Toward a Better Communicative Sphere
Since 1997, almost a dozen popular texts about hwa-byung have been published. Min and Kim’s research articles were edited then published in monographs in 2009 and 2007, respectively. In addition, since 2006, more than five new volumes about hwa-byung were introduced by doctors of traditional medicine. With their clinical experience and personal endeavor, these primers aptly expose hwa-byung specialists’ diagnostic strategies and methods of treatments. As non-academic publications, the current volumes do not detail their sources of references. However, their (dis)similar voices enable us to view the various ways in which the research initiatives of Min and Kim are emulated and modified by other medical experts, thereby allowing consideration of the function of hwa-byung as a textual label in expanding and limiting the scope of contemporary management of emotional disorders. Four authors and their texts will be examined in the below.
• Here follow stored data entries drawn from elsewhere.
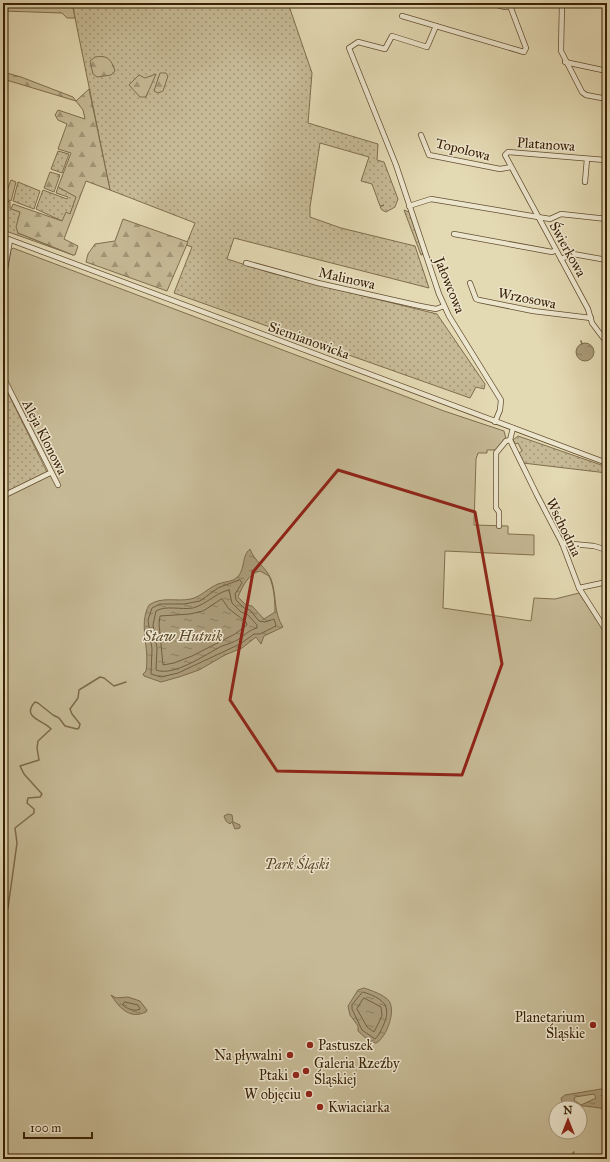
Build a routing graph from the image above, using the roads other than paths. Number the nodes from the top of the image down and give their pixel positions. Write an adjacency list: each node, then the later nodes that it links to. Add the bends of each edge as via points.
1 (490, 3): 3 (street, via 505,7)
2 (562, 3): 6 (street, via 561,51)
3 (510, 4): 5 (street, via 526,48 524,52)
4 (402, 16): 5 (street)
5 (436, 26): 14 (street, Jałowcowa, via 427,47 392,36 385,49 358,42 349,48 396,165)
6 (565, 62): 7 (street); 8 (street, via 582,92)
7 (607, 71)
8 (607, 99)
9 (421, 135): 12 (street, Topolowa, via 429,156 500,169)
10 (587, 159): 11 (street, Platanowa); 12 (street, Platanowa, via 508,152 504,155); 13 (street, Platanowa)
11 (605, 160)
12 (511, 167): 15 (street)
13 (585, 182)
14 (409, 206): 15 (street, Świerkowa, via 431,199); 26 (street, Jałowcowa)
15 (538, 217): 16 (street, via 550,219 561,214); 20 (street, Świerkowa)
16 (607, 219)
17 (454, 234): 20 (street, via 538,250)
18 (3, 237): 19 (street, Siemianowicka)
19 (10, 240): 24 (street); 30 (street, Siemianowicka)
20 (556, 250): 21 (street, Świerkowa)
21 (561, 259): 22 (street, via 573,254); 27 (street, Świerkowa)
22 (607, 260)
23 (246, 263): 26 (street, Malinowa, via 318,283 420,306 436,309)
24 (3, 279)
25 (470, 283): 27 (street, Wrzosowa, via 476,299 479,300 533,311)
26 (444, 306): 30 (street, Jałowcowa, via 500,397 501,408)
27 (591, 318): 28 (street, Świerkowa)
28 (607, 343)
29 (3, 377): 34 (street, Aleja Klonowa)
30 (495, 422): 31 (street, Siemianowicka)
31 (513, 428): 32 (street); 33 (street, Siemianowicka)
32 (510, 440): 37 (street, via 496,453); 38 (street, Wschodnia)
33 (607, 463)
34 (50, 474): 35 (street, Aleja Klonowa); 36 (street)
35 (58, 485)
36 (3, 496)
37 (498, 526)
38 (562, 543): 39 (street, via 589,545); 41 (street, Wschodnia)
39 (607, 550)
40 (607, 582): 41 (street)
41 (579, 588): 42 (street, Wschodnia)
42 (607, 632)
Hwang Ŭi-wan, as a well-established hwa-byung specialist, has treated patients for more than 40 years. He served as chair of the Department of Neuro-Psychiatry at the Hospital of Traditional Medicine at Kyung Hee University and as president of the Korean Society of Oriental Neuropsychiatry (Daehan hanbang sin’gyŏng chŏngsin kwahakhoe) (Hwang 2011). Hwang acknowledges that hwa-byung has never signified a single disease category in traditional medicine; however, the term has long been signified a disease name in Korea (Hwang 2011, p. 11). As Hwang co-authored a couple of articles with Kim, Hwang’s definition of hwa-byung and explanation of symptoms quite overlaps with Kim’s earlier findings.16
Ch’oe Yung-jin and his co-authors begin their monograph by defining hwa-byung as “uniquely Korean disease,” then ascribed the major cause to the socio-cultural environment of the country. Ch’oe argues that hwa-byung has accompanied Korea’s long history; thus, traditional medicine that has been a part of Koreans lives for millennia is better situated to deal with the illness. As an alumnus of Kyung Hee University, one of the top school of traditional medicine in Korea, Ch’oe shares a common institutional background with Hwang and Kim. Accordingly, the major reasoning and rhetoric Ch’oe develops for diagnosis and treatment is not radically different from that of Kim and Hwang.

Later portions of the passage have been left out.